**Task goal:** Output the whole listing again, exactly as it reads.

╭─ Dataset records

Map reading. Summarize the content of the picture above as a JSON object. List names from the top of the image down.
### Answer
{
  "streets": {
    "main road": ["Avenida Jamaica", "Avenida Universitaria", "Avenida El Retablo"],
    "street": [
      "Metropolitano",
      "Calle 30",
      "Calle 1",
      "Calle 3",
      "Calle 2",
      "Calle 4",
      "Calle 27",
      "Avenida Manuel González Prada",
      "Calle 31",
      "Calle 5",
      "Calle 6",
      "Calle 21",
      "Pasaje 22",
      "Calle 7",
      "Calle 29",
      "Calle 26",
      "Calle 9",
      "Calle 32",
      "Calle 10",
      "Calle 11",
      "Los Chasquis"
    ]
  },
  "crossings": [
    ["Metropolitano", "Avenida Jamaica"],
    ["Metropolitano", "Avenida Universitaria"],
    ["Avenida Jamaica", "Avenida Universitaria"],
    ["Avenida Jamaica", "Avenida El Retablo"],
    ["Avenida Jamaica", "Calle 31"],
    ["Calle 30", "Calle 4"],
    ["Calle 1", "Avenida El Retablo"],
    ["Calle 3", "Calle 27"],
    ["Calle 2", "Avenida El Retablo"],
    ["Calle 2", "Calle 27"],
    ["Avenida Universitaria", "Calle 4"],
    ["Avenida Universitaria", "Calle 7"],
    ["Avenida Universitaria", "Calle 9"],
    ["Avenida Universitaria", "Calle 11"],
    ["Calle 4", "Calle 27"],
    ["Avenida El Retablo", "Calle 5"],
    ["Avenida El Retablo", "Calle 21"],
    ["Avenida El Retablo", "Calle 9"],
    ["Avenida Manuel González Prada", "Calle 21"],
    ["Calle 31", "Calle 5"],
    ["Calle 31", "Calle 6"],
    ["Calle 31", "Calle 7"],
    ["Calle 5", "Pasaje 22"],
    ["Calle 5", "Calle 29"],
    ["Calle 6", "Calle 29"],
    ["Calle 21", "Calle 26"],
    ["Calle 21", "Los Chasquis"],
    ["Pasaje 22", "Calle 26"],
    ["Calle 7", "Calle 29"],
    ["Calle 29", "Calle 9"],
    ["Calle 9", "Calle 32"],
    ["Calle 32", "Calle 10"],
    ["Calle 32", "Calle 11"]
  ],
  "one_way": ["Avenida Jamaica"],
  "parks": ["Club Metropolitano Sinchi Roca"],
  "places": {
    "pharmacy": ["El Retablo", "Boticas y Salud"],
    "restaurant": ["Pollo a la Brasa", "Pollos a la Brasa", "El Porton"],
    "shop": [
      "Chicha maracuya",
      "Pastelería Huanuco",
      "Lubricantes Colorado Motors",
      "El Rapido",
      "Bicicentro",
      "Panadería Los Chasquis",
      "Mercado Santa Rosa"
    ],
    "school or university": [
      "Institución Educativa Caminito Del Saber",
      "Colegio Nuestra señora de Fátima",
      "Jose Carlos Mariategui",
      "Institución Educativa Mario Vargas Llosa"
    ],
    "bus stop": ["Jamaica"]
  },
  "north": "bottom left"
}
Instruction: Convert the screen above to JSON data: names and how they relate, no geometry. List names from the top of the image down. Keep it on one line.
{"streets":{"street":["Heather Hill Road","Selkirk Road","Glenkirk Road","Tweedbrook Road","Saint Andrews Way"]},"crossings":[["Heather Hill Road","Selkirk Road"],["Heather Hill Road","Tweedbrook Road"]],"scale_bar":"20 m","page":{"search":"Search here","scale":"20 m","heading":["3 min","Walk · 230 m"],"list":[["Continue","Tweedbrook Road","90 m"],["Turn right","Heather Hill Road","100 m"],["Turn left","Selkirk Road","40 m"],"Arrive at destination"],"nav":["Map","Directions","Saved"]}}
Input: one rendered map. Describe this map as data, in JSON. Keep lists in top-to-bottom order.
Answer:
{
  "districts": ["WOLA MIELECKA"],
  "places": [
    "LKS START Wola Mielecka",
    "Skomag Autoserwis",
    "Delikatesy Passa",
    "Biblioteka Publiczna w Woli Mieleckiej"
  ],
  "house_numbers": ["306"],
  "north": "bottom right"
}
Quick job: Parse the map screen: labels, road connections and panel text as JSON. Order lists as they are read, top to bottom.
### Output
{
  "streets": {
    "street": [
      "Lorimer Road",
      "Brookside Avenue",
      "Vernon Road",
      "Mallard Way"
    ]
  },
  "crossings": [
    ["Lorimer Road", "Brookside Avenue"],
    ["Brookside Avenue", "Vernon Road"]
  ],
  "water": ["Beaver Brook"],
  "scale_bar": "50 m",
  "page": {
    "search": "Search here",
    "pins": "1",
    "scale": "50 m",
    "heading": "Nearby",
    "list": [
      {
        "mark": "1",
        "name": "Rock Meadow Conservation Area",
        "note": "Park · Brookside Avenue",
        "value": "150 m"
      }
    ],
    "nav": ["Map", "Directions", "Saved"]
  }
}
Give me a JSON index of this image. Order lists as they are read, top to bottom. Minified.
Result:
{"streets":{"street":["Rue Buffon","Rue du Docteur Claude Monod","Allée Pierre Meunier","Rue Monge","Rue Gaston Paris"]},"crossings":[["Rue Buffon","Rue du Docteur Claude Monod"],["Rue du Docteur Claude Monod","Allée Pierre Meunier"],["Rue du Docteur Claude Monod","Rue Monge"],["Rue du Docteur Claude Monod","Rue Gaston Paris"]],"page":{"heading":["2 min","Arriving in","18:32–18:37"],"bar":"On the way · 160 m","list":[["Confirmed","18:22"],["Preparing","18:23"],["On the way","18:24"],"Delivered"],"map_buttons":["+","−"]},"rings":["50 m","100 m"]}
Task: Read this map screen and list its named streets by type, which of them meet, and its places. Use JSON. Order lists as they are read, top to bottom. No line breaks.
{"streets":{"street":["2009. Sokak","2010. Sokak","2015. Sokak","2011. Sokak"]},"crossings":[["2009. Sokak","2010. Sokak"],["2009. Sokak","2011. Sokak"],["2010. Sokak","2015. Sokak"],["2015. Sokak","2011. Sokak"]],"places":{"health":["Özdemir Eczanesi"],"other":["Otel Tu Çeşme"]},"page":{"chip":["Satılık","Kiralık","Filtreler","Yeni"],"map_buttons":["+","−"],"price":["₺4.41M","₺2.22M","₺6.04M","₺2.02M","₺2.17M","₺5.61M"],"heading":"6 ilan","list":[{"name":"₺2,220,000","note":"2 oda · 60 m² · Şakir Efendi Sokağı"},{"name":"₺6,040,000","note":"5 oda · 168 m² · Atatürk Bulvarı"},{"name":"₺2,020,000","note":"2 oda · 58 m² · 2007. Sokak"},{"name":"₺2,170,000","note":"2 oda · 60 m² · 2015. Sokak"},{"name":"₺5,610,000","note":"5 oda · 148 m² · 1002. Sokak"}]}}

╰─

**Output below:**
Map reading. Summarize the content of the picture above as a JSON object. List names from the top of the image down.
### Answer
{
  "streets": {
    "main road": ["Avenida Jamaica", "Avenida Universitaria", "Avenida El Retablo"],
    "street": [
      "Metropolitano",
      "Calle 30",
      "Calle 1",
      "Calle 3",
      "Calle 2",
      "Calle 4",
      "Calle 27",
      "Avenida Manuel González Prada",
      "Calle 31",
      "Calle 5",
      "Calle 6",
      "Calle 21",
      "Pasaje 22",
      "Calle 7",
      "Calle 29",
      "Calle 26",
      "Calle 9",
      "Calle 32",
      "Calle 10",
      "Calle 11",
      "Los Chasquis"
    ]
  },
  "crossings": [
    ["Metropolitano", "Avenida Jamaica"],
    ["Metropolitano", "Avenida Universitaria"],
    ["Avenida Jamaica", "Avenida Universitaria"],
    ["Avenida Jamaica", "Avenida El Retablo"],
    ["Avenida Jamaica", "Calle 31"],
    ["Calle 30", "Calle 4"],
    ["Calle 1", "Avenida El Retablo"],
    ["Calle 3", "Calle 27"],
    ["Calle 2", "Avenida El Retablo"],
    ["Calle 2", "Calle 27"],
    ["Avenida Universitaria", "Calle 4"],
    ["Avenida Universitaria", "Calle 7"],
    ["Avenida Universitaria", "Calle 9"],
    ["Avenida Universitaria", "Calle 11"],
    ["Calle 4", "Calle 27"],
    ["Avenida El Retablo", "Calle 5"],
    ["Avenida El Retablo", "Calle 21"],
    ["Avenida El Retablo", "Calle 9"],
    ["Avenida Manuel González Prada", "Calle 21"],
    ["Calle 31", "Calle 5"],
    ["Calle 31", "Calle 6"],
    ["Calle 31", "Calle 7"],
    ["Calle 5", "Pasaje 22"],
    ["Calle 5", "Calle 29"],
    ["Calle 6", "Calle 29"],
    ["Calle 21", "Calle 26"],
    ["Calle 21", "Los Chasquis"],
    ["Pasaje 22", "Calle 26"],
    ["Calle 7", "Calle 29"],
    ["Calle 29", "Calle 9"],
    ["Calle 9", "Calle 32"],
    ["Calle 32", "Calle 10"],
    ["Calle 32", "Calle 11"]
  ],
  "one_way": ["Avenida Jamaica"],
  "parks": ["Club Metropolitano Sinchi Roca"],
  "places": {
    "pharmacy": ["El Retablo", "Boticas y Salud"],
    "restaurant": ["Pollo a la Brasa", "Pollos a la Brasa", "El Porton"],
    "shop": [
      "Chicha maracuya",
      "Pastelería Huanuco",
      "Lubricantes Colorado Motors",
      "El Rapido",
      "Bicicentro",
      "Panadería Los Chasquis",
      "Mercado Santa Rosa"
    ],
    "school or university": [
      "Institución Educativa Caminito Del Saber",
      "Colegio Nuestra señora de Fátima",
      "Jose Carlos Mariategui",
      "Institución Educativa Mario Vargas Llosa"
    ],
    "bus stop": ["Jamaica"]
  },
  "north": "bottom left"
}
Instruction: Convert the screen above to JSON data: names and how they relate, no geometry. List names from the top of the image down. Keep it on one line.
{"streets":{"street":["Heather Hill Road","Selkirk Road","Glenkirk Road","Tweedbrook Road","Saint Andrews Way"]},"crossings":[["Heather Hill Road","Selkirk Road"],["Heather Hill Road","Tweedbrook Road"]],"scale_bar":"20 m","page":{"search":"Search here","scale":"20 m","heading":["3 min","Walk · 230 m"],"list":[["Continue","Tweedbrook Road","90 m"],["Turn right","Heather Hill Road","100 m"],["Turn left","Selkirk Road","40 m"],"Arrive at destination"],"nav":["Map","Directions","Saved"]}}
Input: one rendered map. Describe this map as data, in JSON. Keep lists in top-to-bottom order.
Answer:
{
  "districts": ["WOLA MIELECKA"],
  "places": [
    "LKS START Wola Mielecka",
    "Skomag Autoserwis",
    "Delikatesy Passa",
    "Biblioteka Publiczna w Woli Mieleckiej"
  ],
  "house_numbers": ["306"],
  "north": "bottom right"
}
Quick job: Parse the map screen: labels, road connections and panel text as JSON. Order lists as they are read, top to bottom.
### Output
{
  "streets": {
    "street": [
      "Lorimer Road",
      "Brookside Avenue",
      "Vernon Road",
      "Mallard Way"
    ]
  },
  "crossings": [
    ["Lorimer Road", "Brookside Avenue"],
    ["Brookside Avenue", "Vernon Road"]
  ],
  "water": ["Beaver Brook"],
  "scale_bar": "50 m",
  "page": {
    "search": "Search here",
    "pins": "1",
    "scale": "50 m",
    "heading": "Nearby",
    "list": [
      {
        "mark": "1",
        "name": "Rock Meadow Conservation Area",
        "note": "Park · Brookside Avenue",
        "value": "150 m"
      }
    ],
    "nav": ["Map", "Directions", "Saved"]
  }
}
Give me a JSON index of this image. Order lists as they are read, top to bottom. Minified.
Result:
{"streets":{"street":["Rue Buffon","Rue du Docteur Claude Monod","Allée Pierre Meunier","Rue Monge","Rue Gaston Paris"]},"crossings":[["Rue Buffon","Rue du Docteur Claude Monod"],["Rue du Docteur Claude Monod","Allée Pierre Meunier"],["Rue du Docteur Claude Monod","Rue Monge"],["Rue du Docteur Claude Monod","Rue Gaston Paris"]],"page":{"heading":["2 min","Arriving in","18:32–18:37"],"bar":"On the way · 160 m","list":[["Confirmed","18:22"],["Preparing","18:23"],["On the way","18:24"],"Delivered"],"map_buttons":["+","−"]},"rings":["50 m","100 m"]}
Task: Read this map screen and list its named streets by type, which of them meet, and its places. Use JSON. Order lists as they are read, top to bottom. No line breaks.
{"streets":{"street":["2009. Sokak","2010. Sokak","2015. Sokak","2011. Sokak"]},"crossings":[["2009. Sokak","2010. Sokak"],["2009. Sokak","2011. Sokak"],["2010. Sokak","2015. Sokak"],["2015. Sokak","2011. Sokak"]],"places":{"health":["Özdemir Eczanesi"],"other":["Otel Tu Çeşme"]},"page":{"chip":["Satılık","Kiralık","Filtreler","Yeni"],"map_buttons":["+","−"],"price":["₺4.41M","₺2.22M","₺6.04M","₺2.02M","₺2.17M","₺5.61M"],"heading":"6 ilan","list":[{"name":"₺2,220,000","note":"2 oda · 60 m² · Şakir Efendi Sokağı"},{"name":"₺6,040,000","note":"5 oda · 168 m² · Atatürk Bulvarı"},{"name":"₺2,020,000","note":"2 oda · 58 m² · 2007. Sokak"},{"name":"₺2,170,000","note":"2 oda · 60 m² · 2015. Sokak"},{"name":"₺5,610,000","note":"5 oda · 148 m² · 1002. Sokak"}]}}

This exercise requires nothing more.